Before long, Vala ends up chained to a sacrificial altar, about to be burned to death by the village's Administrator and his fanatical followers. Restrained by the vehement villagers, there's nothing Daniel can do but watch in horror as the flames are lit. Back on Earth, Mitchell and the others are watching, too, while Vala slips toward death. As Daniel holds Vala's charred body, a man in robes holding an ornate staff approaches the altar. The staff begins to glow, and Daniel watches in amazement as he brings Vala back to life. Daniel thanks him, but he responds, "Thank the Ori". He then tells them to follow him out of the square, and they follow.

==Production==
"Avalon (Part 2)" is the first episode of the series to prominently feature only two members of the original cast: Michael Shanks (Daniel Jackson) and Christopher Judge (Teal'c). Richard Dean Anderson had left the main cast after Season 8 in order to spend more time with his young daughter in Los Angeles.
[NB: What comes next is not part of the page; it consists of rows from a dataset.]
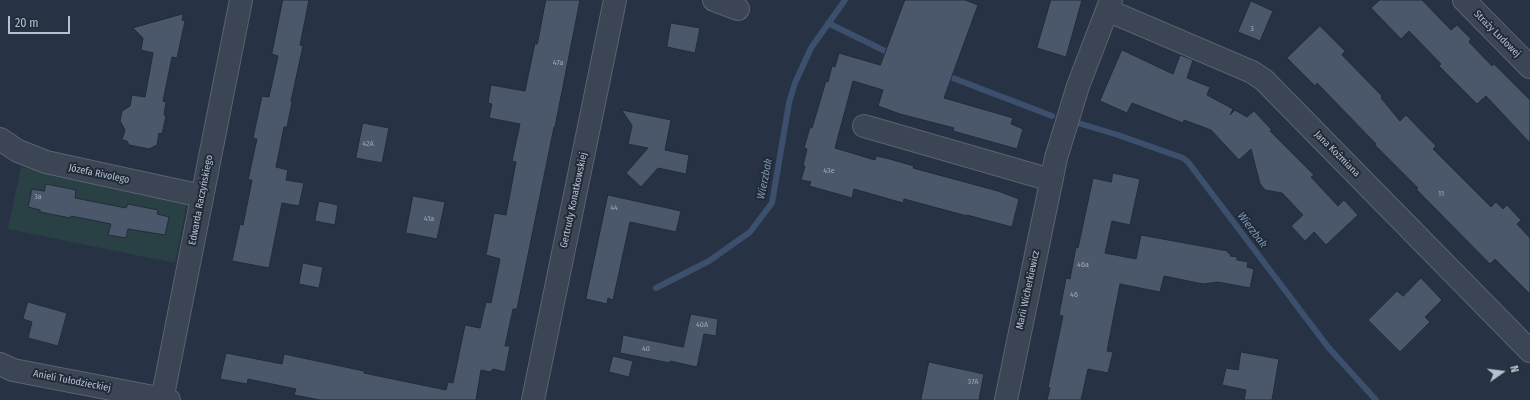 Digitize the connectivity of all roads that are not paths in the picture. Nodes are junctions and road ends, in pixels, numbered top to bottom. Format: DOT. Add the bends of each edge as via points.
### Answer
graph roads {
  1 [pos="241,0"];
  2 [pos="615,0"];
  3 [pos="714,0"];
  4 [pos="1464,0"];
  5 [pos="1109,5"];
  6 [pos="738,9"];
  7 [pos="1530,67"];
  8 [pos="864,126"];
  9 [pos="0,139"];
  10 [pos="1051,180"];
  11 [pos="202,196"];
  12 [pos="1530,350"];
  13 [pos="0,364"];
  14 [pos="164,400"];
  15 [pos="533,400"];
  16 [pos="1006,400"];
  1 -- 11 [label="street, Edwarda Raczyńskiego"];
  2 -- 15 [label="street, Gertrudy Konatkowskiej"];
  3 -- 6 [label="street"];
  4 -- 7 [label="street, Straży Ludowej"];
  5 -- 10 [label="street, Marii Wicherkiewicz" via="1078,86"];
  5 -- 12 [label="street, Jana Koźmiana" via="1264,80"];
  8 -- 10 [label="street"];
  9 -- 11 [label="street, Józefa Rivolego" via="18,151 46,162"];
  10 -- 16 [label="street, Marii Wicherkiewicz"];
  11 -- 14 [label="street, Edwarda Raczyńskiego"];
  13 -- 14 [label="street, Anieli Tułodzieckiej" via="13,370"];
}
Despite being listed in the cast credits, Amanda Tapping as Samantha Carter only appears once in a video conference, as she was in the last stages of pregnancy at that time and in one other scene. Her empty spot was filled by guest star Claudia Black. Ben Browder and Beau Bridges join the main cast in this episode, as Cameron Mitchell and Hank Landry, respectively. With "Avalon (Part 2)", Christopher Judge (Teal'c) passed Amanda Tapping in the number of episode appearances and is the cast member with the most appearances on Stargate SG-1. Tapping would later pass Judge in number of overall appearances when she joined the cast of Stargate Atlantis.

"Avalon" marked the first Stargate SG-1 episode where SCI FI Channel chose to cut the opening sequences to 10-seconds for the original broadcast, rather than the usual 60-seconds (this was paralleled to Stargate Atlantis). The sequence only displayed the "Stargate SG-1" logo and a "Created by" credit, main cast credits were displayed during the teaser. Fans had been very negative about this move. On Sky One in both Ireland and the United Kingdom however, the short opening sequence was only used for Part 1 but not Part 2, where a full length title sequence was restored, incorporating new cast credits. The full length title sequence was also used again when "Avalon" aired in US Syndication.
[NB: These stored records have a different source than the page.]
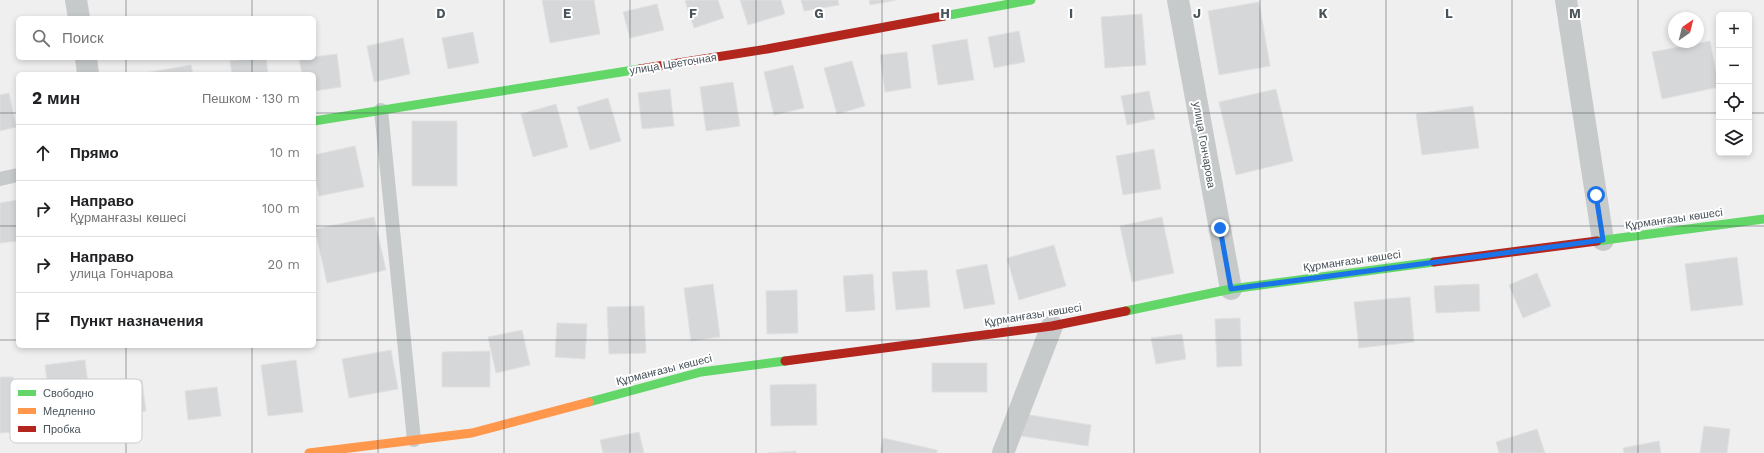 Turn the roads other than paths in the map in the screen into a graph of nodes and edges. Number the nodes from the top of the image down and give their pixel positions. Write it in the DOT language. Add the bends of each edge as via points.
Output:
graph roads {
  1 [pos="76,0"];
  2 [pos="1031,0"];
  3 [pos="1178,0"];
  4 [pos="1566,0"];
  5 [pos="79,16"];
  6 [pos="86,60"];
  7 [pos="88,72"];
  8 [pos="381,110"];
  9 [pos="316,121"];
  10 [pos="16,175"];
  11 [pos="0,179"];
  12 [pos="1764,219"];
  13 [pos="1603,240"];
  14 [pos="1231,289"];
  15 [pos="1052,326"];
  16 [pos="414,440"];
  17 [pos="309,453"];
  18 [pos="1003,453"];
  1 -- 5 [label="street"];
  2 -- 8 [label="street, улица Цветочная" via="767,50"];
  3 -- 14 [label="street, улица Гончарова"];
  4 -- 13 [label="street"];
  6 -- 7 [label="street"];
  8 -- 9 [label="street, улица Цветочная"];
  8 -- 16 [label="lane"];
  10 -- 11 [label="lane"];
  12 -- 13 [label="street, Құрманғазы көшесі"];
  13 -- 14 [label="street, Құрманғазы көшесі"];
  14 -- 15 [label="street, Құрманғазы көшесі"];
  15 -- 16 [label="street, Құрманғазы көшесі" via="702,372 472,433"];
  15 -- 18 [label="street"];
  16 -- 17 [label="street, Құрманғазы көшесі"];
}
Matthew Walker guest-starred as the hologram of Merlin, and previously portrayed another Ancient named Moros in the Stargate Atlantis episode "Before I Sleep". In the Season Ten episode "The Pegasus Project", it is revealed that they are indeed the same person. Walker also played King Roham in the Season Two episode "Touchstone".

==Reception==
Stephen Graves said in a TV Zone review that Mitchell's introduction in this two-part episode was entertaining enough to distract what was deemed "a little too reminiscent of the production team's own efforts to turn around the season eight finale". It perceived the renewed encounter between former Farscape cast members Ben Browder and Claudia Black to be "oddly ... underplayed", but generally embraces Black's "sparky, sarky characterization of Vala" during Amanda Tapping's absence. The review notes the strong similarities of the last ten minutes of "Avalon" (Part 1) to Indiana Jones and the Last Crusade, and the set of the beginning of Part 2 as a "god-awful Merrie Olde England pastiche straight out of Monty Python and the Holy Grail. Plotting and technobabble were mentioned as other detrimental facets of Part 2.